A maioria xiita venceu as eleições após a queda do regime ditatorial de Saddam. O Exército iraquiano, de maioria sunita, em torno de 250 mil homens bem treinados, foi desmobilizado. Parte desse contingente de militares sunitas engordou as fileiras do Estado Islâmico. O EI surgiu no vácuo da morte de Osama Bin Laden, trucidado pelas forças americanas no Paquistão.

PRIMAVERA ÁRABE

Nesse ínterim, irrompe a Primavera Árabe, a partir da Tunísia. Os ventos da democracia se espalham por todo o Oriente Médio. Alguns regimes seculares foram derrubados, e o caso mais dramático é a Líbia. Toda a moderna infraestrutura montada por Muhammar Kaddafi foi destruída pelos aviões drones, fazendo o país retroceder à Idade Média. Hoje não há governo constituído na Líbia. Mais de 10 grupos armados controlam pedaços do território, que se tornou um país anárquico abandonado pelas grandes potências, que insuflaram a insurgência a partir da cidade de Benghazi. O líder Kaddafi fugiu, foi capturado e morto no deserto junto com seu filho mais velho, com requintes de crueldade.

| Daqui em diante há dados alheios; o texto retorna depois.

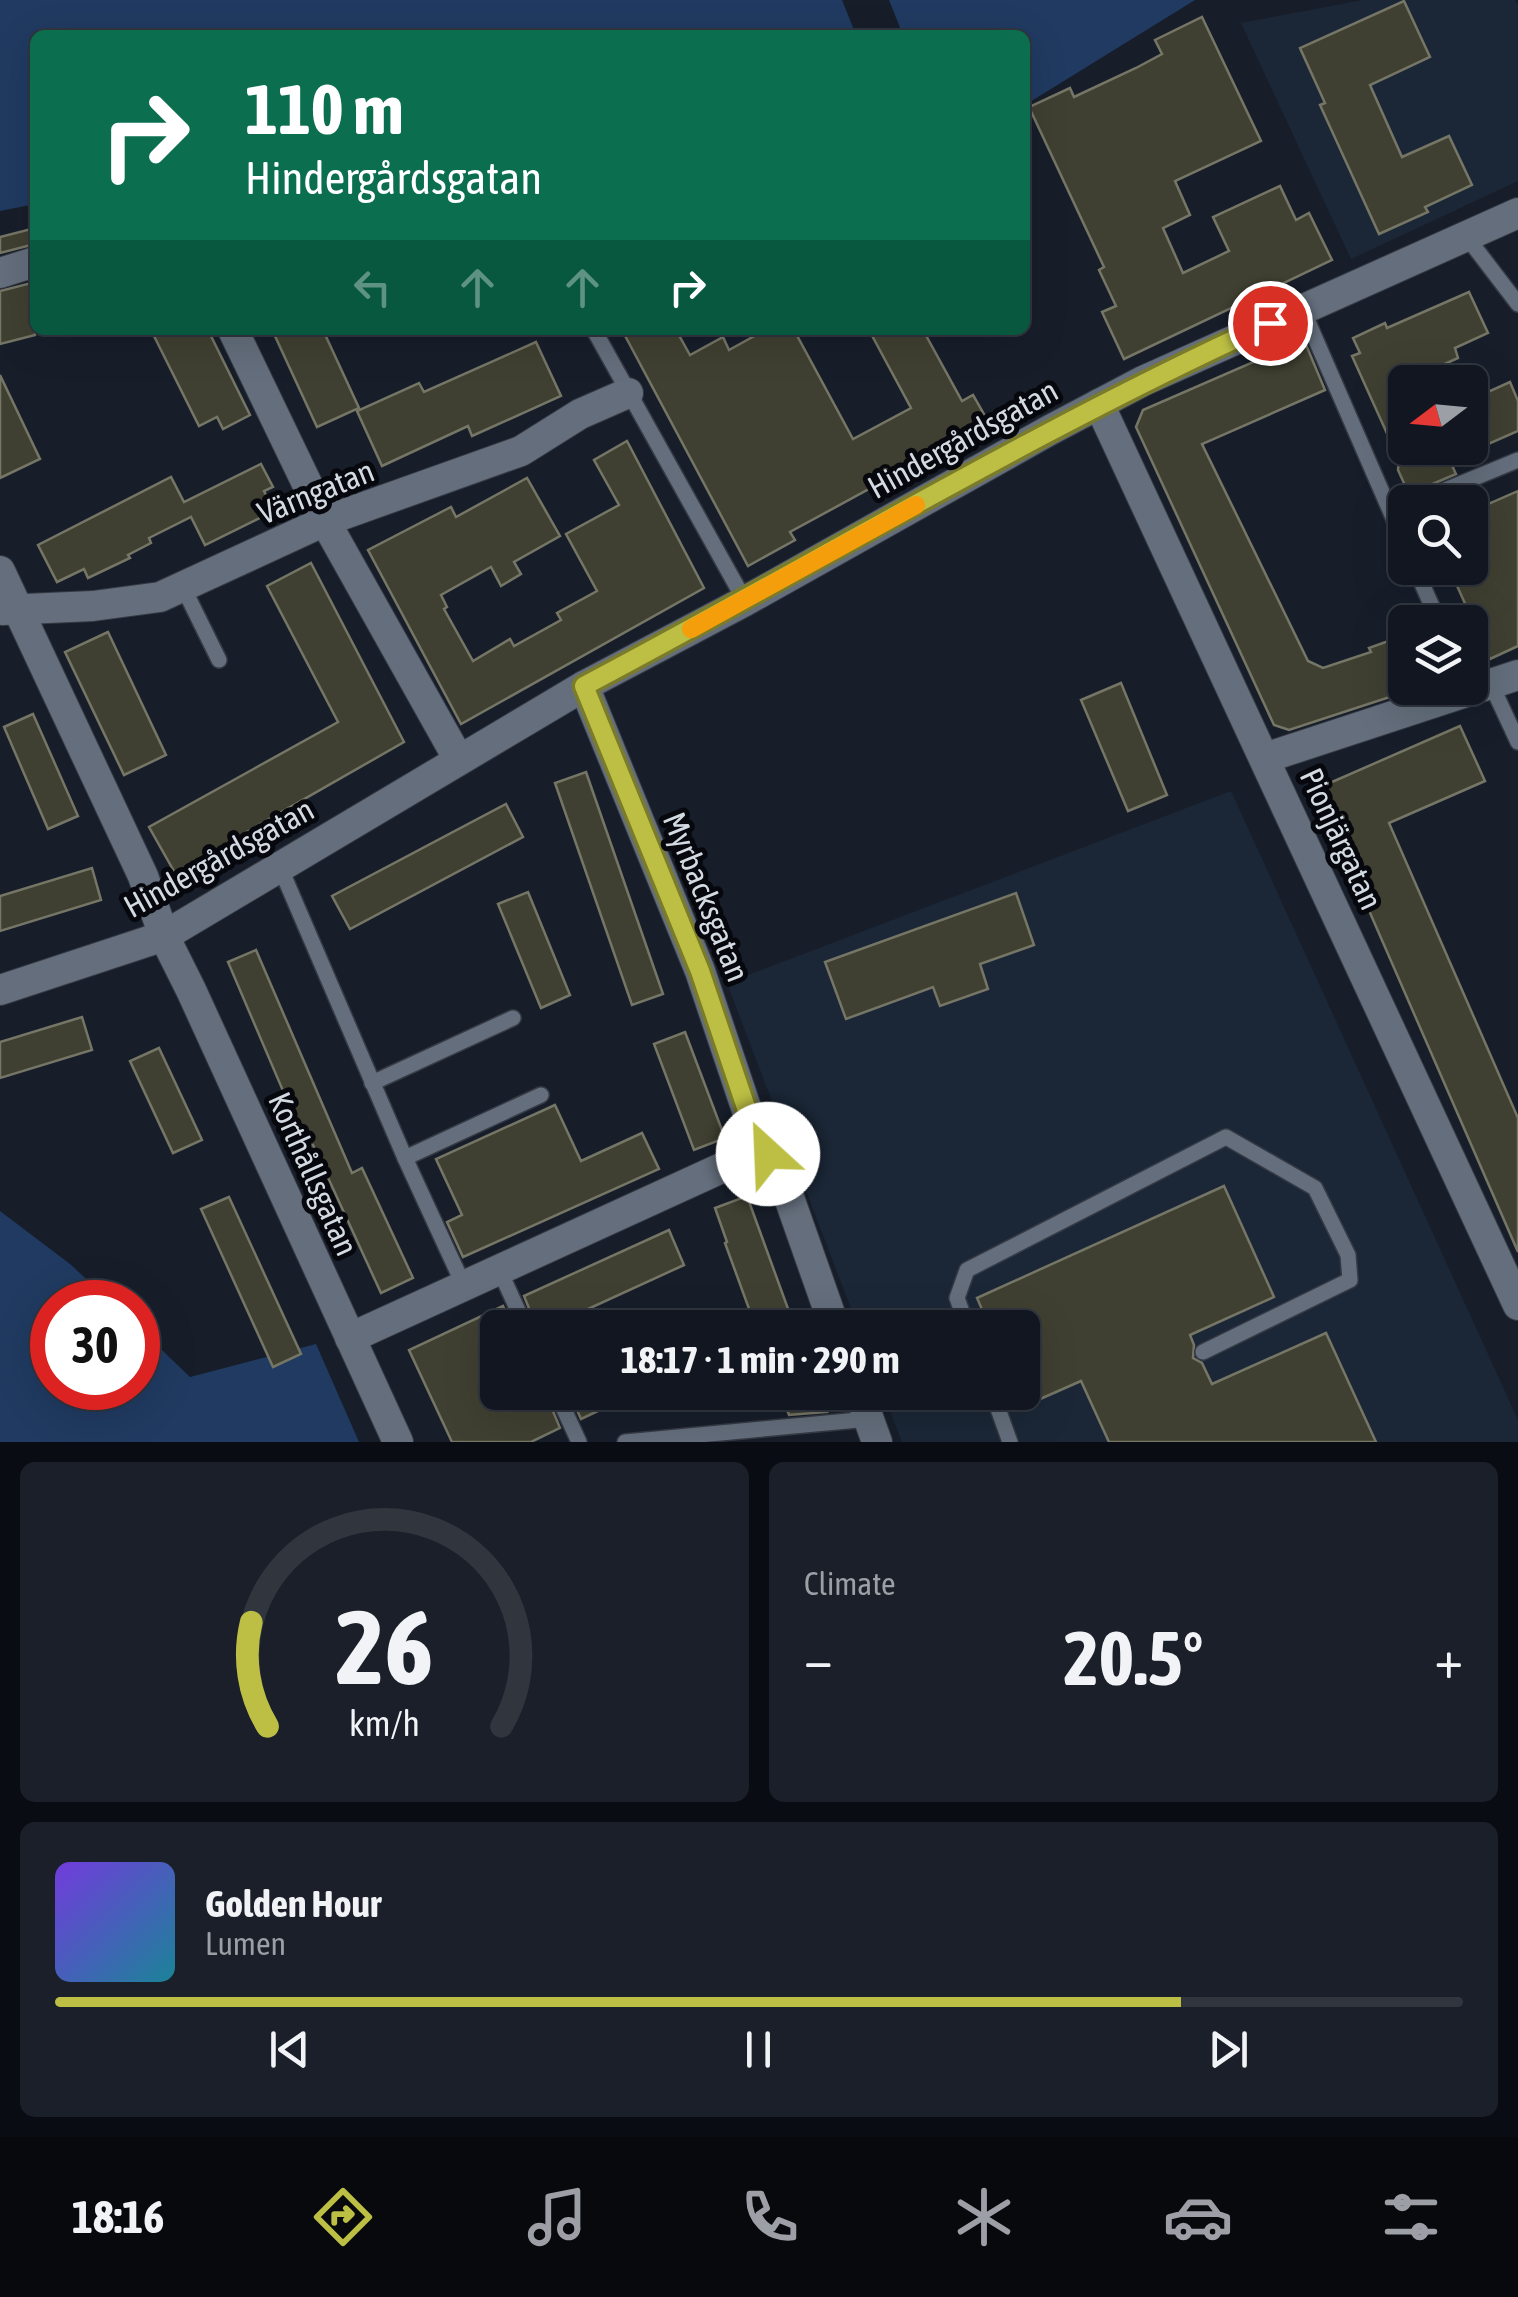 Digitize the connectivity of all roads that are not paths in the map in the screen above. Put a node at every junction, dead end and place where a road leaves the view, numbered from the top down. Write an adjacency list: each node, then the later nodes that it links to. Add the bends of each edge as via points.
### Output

Tentaram a mesma tática com a Síria de maioria alauita. Os grupos insurgentes apoiados pelas grandes potências e o Estado Islâmico destruíram cidades históricas do Império romano, como Palmira e o pólo econômico de Aleppo. O presidente sírio Assad tinha apenas a capital Damasco. O que mudou o destino da Síria, diferentemente da Líbia? Foi a entrada da Rússia na guerra contra o Estado Islâmico e também contra os insurgentes apoiados por americanos, ingleses e franceses.

O líder russo Putin enviou os superpotentes aviões de guerra Sukoi, os mais modernos do mundo, para atacar as bases do EI. Em poucas semanas o quadro mudou e o Exército sírio retomou o controle da cidade de Palmira e esperam até o final do ano expulsar completamente as tropas do Estado Islâmico.

DO LADO DO MAL

Agora, quem está do lado do mal? O presidente Assad ou o Estado Islâmico? O EI corta cabeças ao vivo pela televisão e utiliza crianças na máquina da guerra para construir o suposto Califado. Assad luta para manter seu território e proteger os cristãos ortodoxos da carnificina dos grupos jihadistas.

Bem, cada lado tem a sua razão, dependendo da ótica de seus interesses vitais. Ninguém na Europa está preocupado com o drama dos refugiados. Se estivessem, não teriam deixado surgir o Estado Islâmico nem apoiado grupos insurgentes para destruir uma nação antes próspera como a Líbia, um moderno e ocidentalizado país árabe.

Além da Síria, o Iraque vive outro drama com o controle pelo EI da cidade petrolífera de Mossul, na nascente do rio Tigre. Células do Estado Islâmico controlam a cidade de Fallujah, a poucos quilômetros de Bagdá. Na Líbia. componentes do Estado Islâmico controlam extensas áreas. É uma verdadeira calamidade, sem controle, sem planejamento, sem estratégia, sem lei e sem ordem. E nós que acreditamos na Primavera Árabe, podemos hoje afirmar que se tratou de uma noite de verão utópica e passageira.

E OS OUTROS ATORES?

Por mais que tentemos sintetizar, a missão se torna impossível, porque deixamos de demonstrar o papel da Arábia Saudita, da Turquia, do Egito, do Líbano e de Israel. Tudo está ligado a tudo na geopolítica do Oriente Médio, uma região eternamente em guerra desde os primórdios da civilização.

É um mundo imprevisível! Primavera Árabe, Glasnot, Perestróica, o sindicato polonês de Gdansk, a revolução de Mao, a Cuba de Fidel. O que fazer depois que tudo desanda?